Task requirements
Copy out the entire listing precisely.
○ ○ ○ ○
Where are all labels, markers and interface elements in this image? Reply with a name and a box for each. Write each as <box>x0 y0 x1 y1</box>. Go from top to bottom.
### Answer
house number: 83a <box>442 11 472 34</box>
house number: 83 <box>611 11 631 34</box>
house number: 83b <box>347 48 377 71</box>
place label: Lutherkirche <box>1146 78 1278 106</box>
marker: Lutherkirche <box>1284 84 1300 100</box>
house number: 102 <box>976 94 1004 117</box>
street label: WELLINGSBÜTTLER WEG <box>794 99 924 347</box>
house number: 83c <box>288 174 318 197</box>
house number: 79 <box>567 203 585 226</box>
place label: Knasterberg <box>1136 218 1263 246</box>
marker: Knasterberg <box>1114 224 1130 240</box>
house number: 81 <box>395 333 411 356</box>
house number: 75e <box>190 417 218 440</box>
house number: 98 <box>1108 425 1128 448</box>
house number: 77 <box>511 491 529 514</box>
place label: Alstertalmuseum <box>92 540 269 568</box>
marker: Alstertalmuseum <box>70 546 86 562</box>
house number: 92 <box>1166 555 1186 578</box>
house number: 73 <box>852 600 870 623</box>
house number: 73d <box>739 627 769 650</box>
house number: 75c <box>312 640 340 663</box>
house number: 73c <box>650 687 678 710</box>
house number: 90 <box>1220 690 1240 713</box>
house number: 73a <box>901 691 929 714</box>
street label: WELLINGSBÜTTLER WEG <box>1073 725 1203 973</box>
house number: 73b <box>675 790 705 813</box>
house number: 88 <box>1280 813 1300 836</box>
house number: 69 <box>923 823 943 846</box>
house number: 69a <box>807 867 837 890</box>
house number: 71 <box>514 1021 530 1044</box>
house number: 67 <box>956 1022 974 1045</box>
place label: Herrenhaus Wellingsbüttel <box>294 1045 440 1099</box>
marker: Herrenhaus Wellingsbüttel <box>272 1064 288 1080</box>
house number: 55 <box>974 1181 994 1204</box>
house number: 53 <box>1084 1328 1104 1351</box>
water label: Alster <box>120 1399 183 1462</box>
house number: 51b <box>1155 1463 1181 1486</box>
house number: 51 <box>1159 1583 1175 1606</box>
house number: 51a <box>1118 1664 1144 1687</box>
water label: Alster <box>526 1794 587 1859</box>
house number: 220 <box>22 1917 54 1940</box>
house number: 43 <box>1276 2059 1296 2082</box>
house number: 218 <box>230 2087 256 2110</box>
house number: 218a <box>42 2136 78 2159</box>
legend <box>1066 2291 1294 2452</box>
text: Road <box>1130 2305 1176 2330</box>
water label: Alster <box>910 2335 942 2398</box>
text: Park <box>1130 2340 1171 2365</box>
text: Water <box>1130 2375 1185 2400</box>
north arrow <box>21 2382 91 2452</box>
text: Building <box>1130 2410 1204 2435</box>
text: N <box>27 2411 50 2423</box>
○ ○ ○ ○
Task output
Where are all labels, markers and interface elements in this image? Reply with a name and a box for each. Write each as <box>x0 y0 x1 y1</box>. Go from top to bottom.
### Answer
house number: 83a <box>442 11 472 34</box>
house number: 83 <box>611 11 631 34</box>
house number: 83b <box>347 48 377 71</box>
place label: Lutherkirche <box>1146 78 1278 106</box>
marker: Lutherkirche <box>1284 84 1300 100</box>
house number: 102 <box>976 94 1004 117</box>
street label: WELLINGSBÜTTLER WEG <box>794 99 924 347</box>
house number: 83c <box>288 174 318 197</box>
house number: 79 <box>567 203 585 226</box>
place label: Knasterberg <box>1136 218 1263 246</box>
marker: Knasterberg <box>1114 224 1130 240</box>
house number: 81 <box>395 333 411 356</box>
house number: 75e <box>190 417 218 440</box>
house number: 98 <box>1108 425 1128 448</box>
house number: 77 <box>511 491 529 514</box>
place label: Alstertalmuseum <box>92 540 269 568</box>
marker: Alstertalmuseum <box>70 546 86 562</box>
house number: 92 <box>1166 555 1186 578</box>
house number: 73 <box>852 600 870 623</box>
house number: 73d <box>739 627 769 650</box>
house number: 75c <box>312 640 340 663</box>
house number: 73c <box>650 687 678 710</box>
house number: 90 <box>1220 690 1240 713</box>
house number: 73a <box>901 691 929 714</box>
street label: WELLINGSBÜTTLER WEG <box>1073 725 1203 973</box>
house number: 73b <box>675 790 705 813</box>
house number: 88 <box>1280 813 1300 836</box>
house number: 69 <box>923 823 943 846</box>
house number: 69a <box>807 867 837 890</box>
house number: 71 <box>514 1021 530 1044</box>
house number: 67 <box>956 1022 974 1045</box>
place label: Herrenhaus Wellingsbüttel <box>294 1045 440 1099</box>
marker: Herrenhaus Wellingsbüttel <box>272 1064 288 1080</box>
house number: 55 <box>974 1181 994 1204</box>
house number: 53 <box>1084 1328 1104 1351</box>
water label: Alster <box>120 1399 183 1462</box>
house number: 51b <box>1155 1463 1181 1486</box>
house number: 51 <box>1159 1583 1175 1606</box>
house number: 51a <box>1118 1664 1144 1687</box>
water label: Alster <box>526 1794 587 1859</box>
house number: 220 <box>22 1917 54 1940</box>
house number: 43 <box>1276 2059 1296 2082</box>
house number: 218 <box>230 2087 256 2110</box>
house number: 218a <box>42 2136 78 2159</box>
legend <box>1066 2291 1294 2452</box>
text: Road <box>1130 2305 1176 2330</box>
water label: Alster <box>910 2335 942 2398</box>
text: Park <box>1130 2340 1171 2365</box>
text: Water <box>1130 2375 1185 2400</box>
north arrow <box>21 2382 91 2452</box>
text: Building <box>1130 2410 1204 2435</box>
text: N <box>27 2411 50 2423</box>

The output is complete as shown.